Абхазия для Саши была настоящей страной его души, его второй Родиной. Ее гордый и благородный народ, чей красивый язык Саша выбрал для своей специализации переводчика в Литературном институте, стал ему братом. Бардодым просто не мог не оказаться там, где бесчестно убивают его друзей, он уехал в Абхазию добровольцем и погиб там почти в самом начале этой неравной войны с грузинскими оккупантами…
Казалось, он сам чувствовал, что свою жизнь ему до спокойного конца дожить не удастся — но он шутил над судьбой, играя словами своих стихов и с судьбой, и с самою смертью.
Последний год своей жизни Бардодым провел бок о бок с товарищами по Ордену куртуазных маньеристов, где он с гордостью носил звание коннетабля. Эпитет «черный» он получил позднее, когда удивление при виде его полувоенной черной одежды преобразовалось в убеждение, что только так и не иначе следует одеваться такому человеку, как Саша Бардодым…
Кроме своих переводов прекрасных абхазских стихов, Саша любил писать в стиле японских танки; очень многое в его творчестве по духу напоминало знаменитые «разгульные» стихи гусарского генерала Дениса Давыдова — и весь он, и все его творчество так плотно вписалось в гармонический строй куртуазного маньеризма, что буквально с первых же дней Саши в Ордене его невозможно было отделить от маньеризма.
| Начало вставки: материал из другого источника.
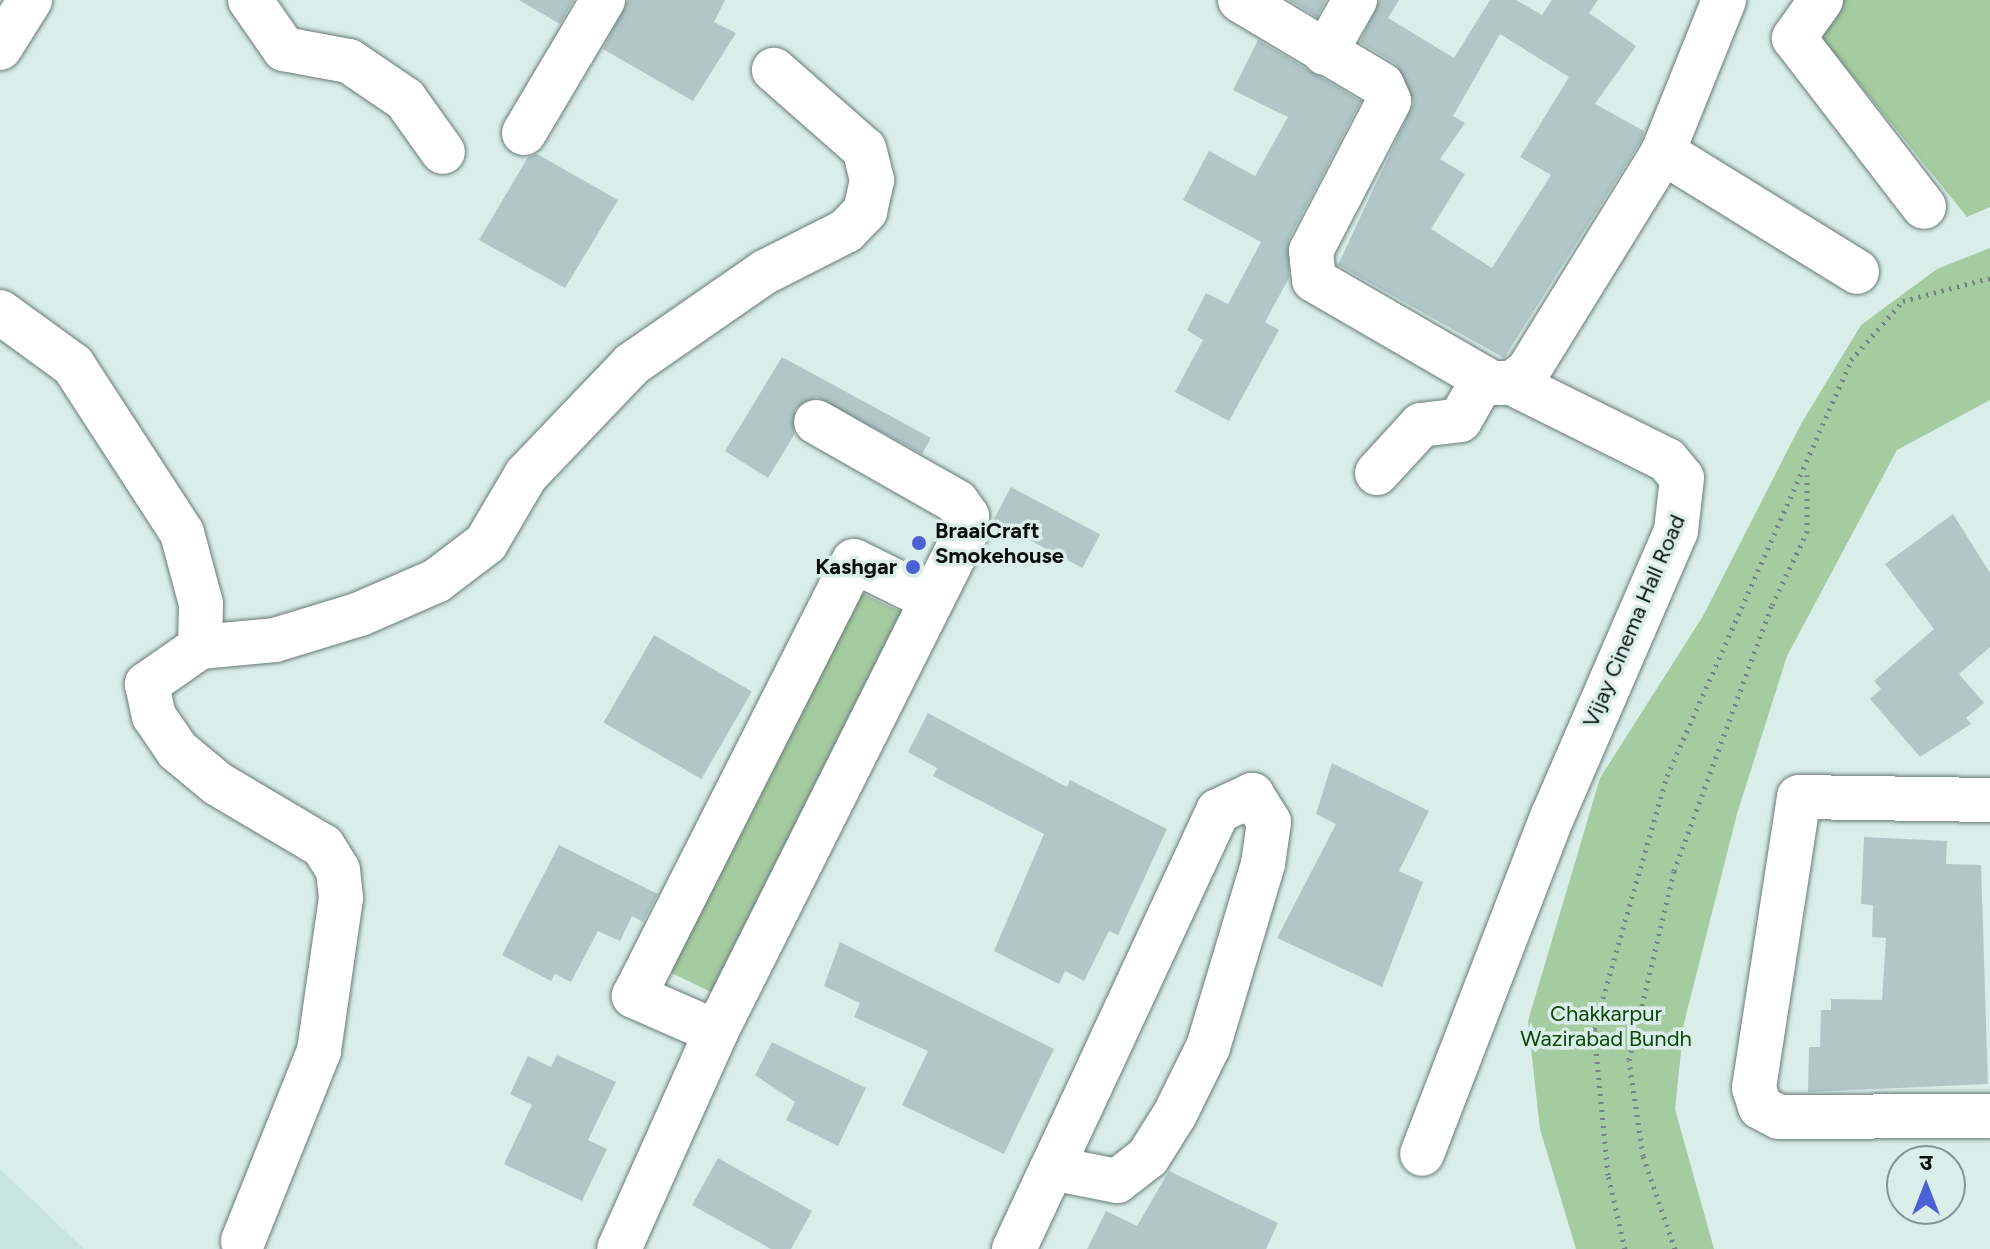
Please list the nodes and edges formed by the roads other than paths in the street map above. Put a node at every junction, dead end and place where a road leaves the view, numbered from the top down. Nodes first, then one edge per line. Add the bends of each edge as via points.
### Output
1 (30, 0) edge
2 (250, 0) edge
3 (603, 0) edge
4 (1240, 0) edge
5 (1355, 0) edge
6 (1724, 0) edge
7 (1821, 0) edge
8 (0, 48) edge
9 (1325, 53) junction
10 (774, 70) dead end
11 (524, 133) dead end
12 (443, 152) dead end
13 (1663, 152) junction
14 (1924, 207) dead end
15 (1857, 272) dead end
16 (0, 312) edge
17 (1498, 381) junction
18 (816, 422) dead end
19 (1377, 473) dead end
20 (931, 599) junction
21 (200, 647) junction
22 (1990, 800) edge
23 (716, 1032) junction
24 (1990, 1116) edge
25 (1422, 1154) dead end
26 (1052, 1168) junction
27 (243, 1241) dead end
28 (619, 1249) edge
29 (1014, 1249) edge

1 - 8 street
2 - 12 street via 284,49 349,61 405,99
3 - 11 street
4 - 9 street, Vijay Cinema Hall Road
5 - 9 street
6 - 13 street
7 - 14 street via 1794,38
9 - 17 street, Vijay Cinema Hall Road via 1382,85 1389,101 1311,251 1314,280
10 - 21 street via 864,149 869,195 846,231 765,272 610,383 526,475 486,543 436,581 275,640
13 - 15 street
13 - 17 street via 1528,371
16 - 21 street via 73,365 146,472 195,567
17 - 19 street via 1460,420 1421,425
17 - 25 street, Vijay Cinema Hall Road via 1667,460 1682,478 1684,498
18 - 20 street via 962,509 965,534
20 - 23 street
20 - 23 street via 854,561 634,996
21 - 27 street via 147,684 154,716 177,750 218,784 323,846 338,870 341,898 319,1051
22 - 24 street via 1799,797 1754,1088 1760,1107 1779,1117
23 - 28 street
26 - 26 street via 1218,811 1252,795 1263,802 1269,822 1263,864 1208,1047 1175,1114 1148,1157 1117,1181
26 - 29 street

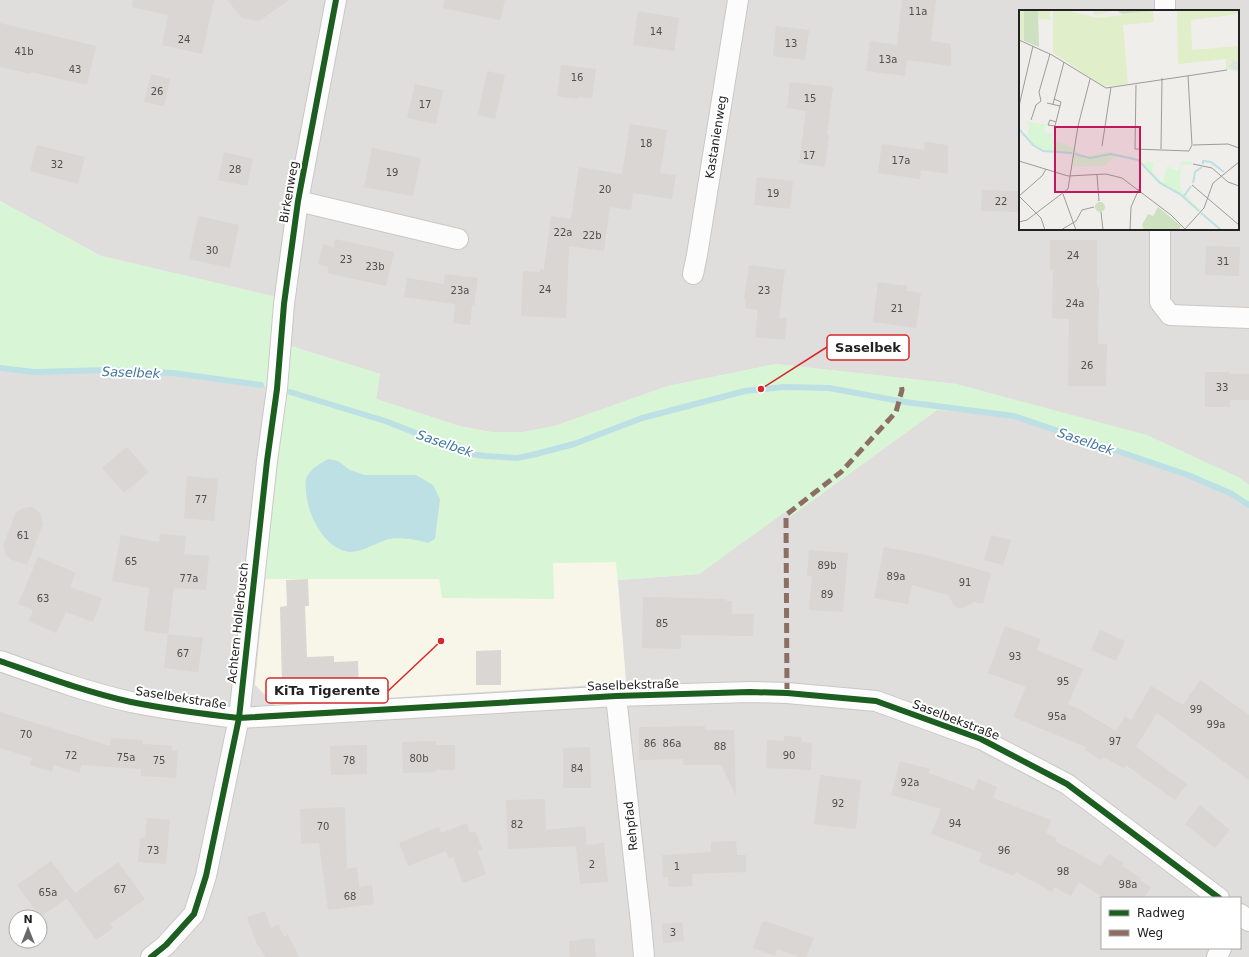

В Ордене он был настоящим мотором, который заводится с полоборота и делает жизнь окружающих его людей радостным калейдоскопом, состоящим из бесконечного потока встреч, кутежей, галантных приключений и погонь — то за судьбой, то от нее /как в знаменитом случае из прошлой зимы, когда Саша на трехколесном «Жигуле” с полузнакомыми ребятами гонял в гололед от постреливавшей по ним милиции…/. Сколько раз ему можно было сломать шею и не уезжая из Москвы — но судьба распорядилась иначе, и это символично: еще один русский поэт сложил свою гордую голову на Кавказе, но в этот раз не на глупой дуэли или в войне с аборигенами: добровольно пойти под пули за чужую Родину — удел только личностей уровня Байрона или комманданте Че.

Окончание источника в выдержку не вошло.